1. The logistical nightmare to create county level APP licenses based on rural or urban areas would be a nightmare. Can you image? On one road it’s considered rural and the next road over that falls into a “city” of 5000 people it’s considered urban? I don’t think the government is capable of getting that right.

2. If a doc tele supervised every midlevel interaction aren’t we doubling the cost of healthcare? Even then, how do we know if the lung sounds are crackles or it’s just ronchi cleared by coughing? That could be the difference between a CAP diagnosis and unneeded antibiotics or not. There’s just too much room room for failure for that to work well in my opinion.

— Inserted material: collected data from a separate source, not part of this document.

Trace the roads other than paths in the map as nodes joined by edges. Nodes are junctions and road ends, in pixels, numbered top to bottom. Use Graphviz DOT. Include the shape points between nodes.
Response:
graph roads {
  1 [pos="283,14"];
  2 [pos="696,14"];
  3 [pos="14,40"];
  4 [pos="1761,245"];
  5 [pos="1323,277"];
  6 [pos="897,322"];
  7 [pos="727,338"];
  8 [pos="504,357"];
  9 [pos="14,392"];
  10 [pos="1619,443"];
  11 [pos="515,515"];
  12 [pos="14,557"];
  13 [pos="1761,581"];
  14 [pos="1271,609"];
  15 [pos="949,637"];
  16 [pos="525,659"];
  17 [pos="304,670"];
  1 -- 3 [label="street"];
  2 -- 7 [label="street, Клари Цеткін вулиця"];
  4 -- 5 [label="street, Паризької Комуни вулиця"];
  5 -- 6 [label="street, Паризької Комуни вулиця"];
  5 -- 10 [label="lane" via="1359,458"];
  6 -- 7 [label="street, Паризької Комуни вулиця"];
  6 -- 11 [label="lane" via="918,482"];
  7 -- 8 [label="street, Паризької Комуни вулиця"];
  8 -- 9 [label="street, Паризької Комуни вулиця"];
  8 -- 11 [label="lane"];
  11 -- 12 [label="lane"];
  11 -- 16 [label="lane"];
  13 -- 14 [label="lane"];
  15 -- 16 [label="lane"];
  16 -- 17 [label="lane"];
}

3. Saying rural people should accept the situation that they won’t have access to healthcare because midlevel practice expansion inevitably expands to cities is an ethically problematic statement.
The first point wouldn't be THAT complicated. If the surrounding x miles contains under x number of people, you're rural. Geographically it wouldn't work but per capita it would theoretically. And surprisingly I agree with the other two points.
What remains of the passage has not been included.